Fill level sets the headspace

For a sealed tank you set a water fill level — how full the tank is. The unfilled remainder above the waterline is the headspace:

headspace volume = tank footprint × (height above substrate) × (1 − fill level)

Fill to 90% and a tall slice of air sits on top as the buffer; fill to 97% and you've left almost nothing. A sealed tank cannot be filled to 100% — an airtight, completely full container has no gas phase at all, so the simulator requires the fill level to leave a real air gap (and not be so empty the water column is unrealistic). Lowering the fill level both enlarges the headspace and reduces the water volume, which concentrates the biomass per litre — a denser tank with a bigger buffer.

Open tanks don't expose this control: they're treated as filled to the brim, and their (vented) headspace doesn't change the outcome because the room resupplies whatever the water needs.

A sealed tank runs without maintenance

A sealed ecosystem is a no-intervention system by definition. You can't change its water, dose fertilizer, or trim plants without opening it — and opening it breaks the seal you chose. So for sealed tanks the simulator skips the whole Maintenance step: no water changes, no liquid-fertilizer dosing, no floating-plant trimming. The tank runs closed from day 0 to the end of the simulation, and whatever nutrients and organisms you started with are all it will ever have.

This is the point of a sealed tank, and it's what makes it a real test of ecological balance: every gram of nitrogen, every cycle of carbon, has to close on its own. Open tanks keep the Maintenance step, where water changes, dosing schedules, and trimming model the hands-on care a normal aquarium receives.

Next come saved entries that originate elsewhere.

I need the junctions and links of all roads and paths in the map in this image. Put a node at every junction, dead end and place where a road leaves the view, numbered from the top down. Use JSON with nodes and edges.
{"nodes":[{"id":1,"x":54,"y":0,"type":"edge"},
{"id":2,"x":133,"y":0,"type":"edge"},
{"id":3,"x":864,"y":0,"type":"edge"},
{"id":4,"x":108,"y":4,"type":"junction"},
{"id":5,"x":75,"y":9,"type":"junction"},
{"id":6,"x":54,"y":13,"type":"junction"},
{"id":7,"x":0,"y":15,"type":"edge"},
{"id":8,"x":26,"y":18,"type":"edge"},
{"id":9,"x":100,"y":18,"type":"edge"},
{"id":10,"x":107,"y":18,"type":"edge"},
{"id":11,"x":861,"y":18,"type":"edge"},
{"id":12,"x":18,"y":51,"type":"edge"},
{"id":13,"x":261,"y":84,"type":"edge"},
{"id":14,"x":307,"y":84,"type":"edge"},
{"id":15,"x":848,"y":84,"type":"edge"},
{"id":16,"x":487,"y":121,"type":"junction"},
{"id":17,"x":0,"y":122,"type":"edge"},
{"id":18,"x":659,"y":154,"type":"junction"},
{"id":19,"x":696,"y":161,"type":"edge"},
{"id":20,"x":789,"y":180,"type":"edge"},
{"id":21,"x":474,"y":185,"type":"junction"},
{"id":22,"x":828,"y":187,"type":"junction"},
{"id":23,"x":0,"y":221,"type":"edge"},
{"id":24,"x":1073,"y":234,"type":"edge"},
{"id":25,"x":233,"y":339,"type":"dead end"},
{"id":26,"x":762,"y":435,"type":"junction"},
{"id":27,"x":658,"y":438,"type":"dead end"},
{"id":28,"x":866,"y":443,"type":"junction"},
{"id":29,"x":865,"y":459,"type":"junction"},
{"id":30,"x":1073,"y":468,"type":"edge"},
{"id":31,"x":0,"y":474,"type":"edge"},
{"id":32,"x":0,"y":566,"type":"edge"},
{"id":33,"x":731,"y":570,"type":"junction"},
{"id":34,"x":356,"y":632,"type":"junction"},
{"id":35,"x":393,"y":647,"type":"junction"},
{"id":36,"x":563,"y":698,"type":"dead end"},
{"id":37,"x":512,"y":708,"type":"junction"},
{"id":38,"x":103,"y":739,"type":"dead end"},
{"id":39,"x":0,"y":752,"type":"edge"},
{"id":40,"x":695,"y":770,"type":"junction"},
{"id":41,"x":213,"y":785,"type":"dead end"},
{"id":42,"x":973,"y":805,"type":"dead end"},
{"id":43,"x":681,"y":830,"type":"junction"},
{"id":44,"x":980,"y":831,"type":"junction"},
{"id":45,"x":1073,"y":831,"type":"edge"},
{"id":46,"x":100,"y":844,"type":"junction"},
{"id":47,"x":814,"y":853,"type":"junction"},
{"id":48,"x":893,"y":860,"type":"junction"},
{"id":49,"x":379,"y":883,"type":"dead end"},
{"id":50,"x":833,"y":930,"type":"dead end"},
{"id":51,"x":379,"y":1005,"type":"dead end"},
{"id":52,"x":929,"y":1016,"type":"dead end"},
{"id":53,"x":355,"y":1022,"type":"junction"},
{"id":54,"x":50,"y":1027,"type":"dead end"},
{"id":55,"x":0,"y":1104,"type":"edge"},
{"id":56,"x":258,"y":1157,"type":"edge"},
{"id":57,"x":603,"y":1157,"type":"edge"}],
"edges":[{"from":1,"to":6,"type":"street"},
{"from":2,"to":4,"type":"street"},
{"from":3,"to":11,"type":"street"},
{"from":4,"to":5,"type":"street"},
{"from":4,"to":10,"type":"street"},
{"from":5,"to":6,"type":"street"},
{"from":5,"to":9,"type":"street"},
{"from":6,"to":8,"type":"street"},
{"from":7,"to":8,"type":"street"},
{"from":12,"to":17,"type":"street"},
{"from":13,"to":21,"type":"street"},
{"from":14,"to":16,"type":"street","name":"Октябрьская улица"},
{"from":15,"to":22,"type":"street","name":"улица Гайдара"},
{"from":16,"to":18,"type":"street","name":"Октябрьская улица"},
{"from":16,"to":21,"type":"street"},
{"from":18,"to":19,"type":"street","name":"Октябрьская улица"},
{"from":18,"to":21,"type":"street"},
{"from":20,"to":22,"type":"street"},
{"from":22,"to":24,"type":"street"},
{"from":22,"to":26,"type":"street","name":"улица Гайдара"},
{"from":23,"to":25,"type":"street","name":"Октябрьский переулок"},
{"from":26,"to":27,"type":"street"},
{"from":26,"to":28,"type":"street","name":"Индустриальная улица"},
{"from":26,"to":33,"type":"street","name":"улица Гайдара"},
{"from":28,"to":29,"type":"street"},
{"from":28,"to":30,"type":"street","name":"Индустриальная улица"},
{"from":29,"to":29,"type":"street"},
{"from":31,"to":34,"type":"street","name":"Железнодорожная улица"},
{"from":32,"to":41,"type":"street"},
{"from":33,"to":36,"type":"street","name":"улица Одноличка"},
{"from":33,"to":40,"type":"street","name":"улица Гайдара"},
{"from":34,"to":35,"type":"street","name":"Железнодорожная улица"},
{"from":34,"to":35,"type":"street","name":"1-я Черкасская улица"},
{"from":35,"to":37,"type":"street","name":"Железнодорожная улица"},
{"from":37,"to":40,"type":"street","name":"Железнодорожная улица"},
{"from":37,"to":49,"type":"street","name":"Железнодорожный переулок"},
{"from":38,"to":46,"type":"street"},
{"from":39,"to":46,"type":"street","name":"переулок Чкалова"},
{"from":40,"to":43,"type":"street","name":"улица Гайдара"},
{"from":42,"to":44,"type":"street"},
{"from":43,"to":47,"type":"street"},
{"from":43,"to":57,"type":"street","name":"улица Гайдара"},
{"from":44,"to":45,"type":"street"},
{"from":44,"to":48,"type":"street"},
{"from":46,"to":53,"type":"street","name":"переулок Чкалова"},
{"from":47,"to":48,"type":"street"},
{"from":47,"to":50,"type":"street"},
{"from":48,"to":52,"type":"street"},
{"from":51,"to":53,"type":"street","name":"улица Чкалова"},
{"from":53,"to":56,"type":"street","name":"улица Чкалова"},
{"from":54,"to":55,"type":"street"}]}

What you're actually setting

Container Top Headspace Maintenance Typical use
Open Exchanges with the room Vented; size irrelevant Water changes, dosing, trimming available Normal planted / livestock aquarium
Sealed Airtight Set by fill level; the overnight O₂ buffer None — runs closed Closed jar, bottled ecosphere, balance experiments

Under the hood the container selection sets the gas-exchange physics: an open tank lets the headspace relax to atmospheric composition; a sealed tank conserves total oxygen and carbon, redistributing them between water and air gap but never gaining or losing any. See Sealed vs. Open Systems for the full treatment.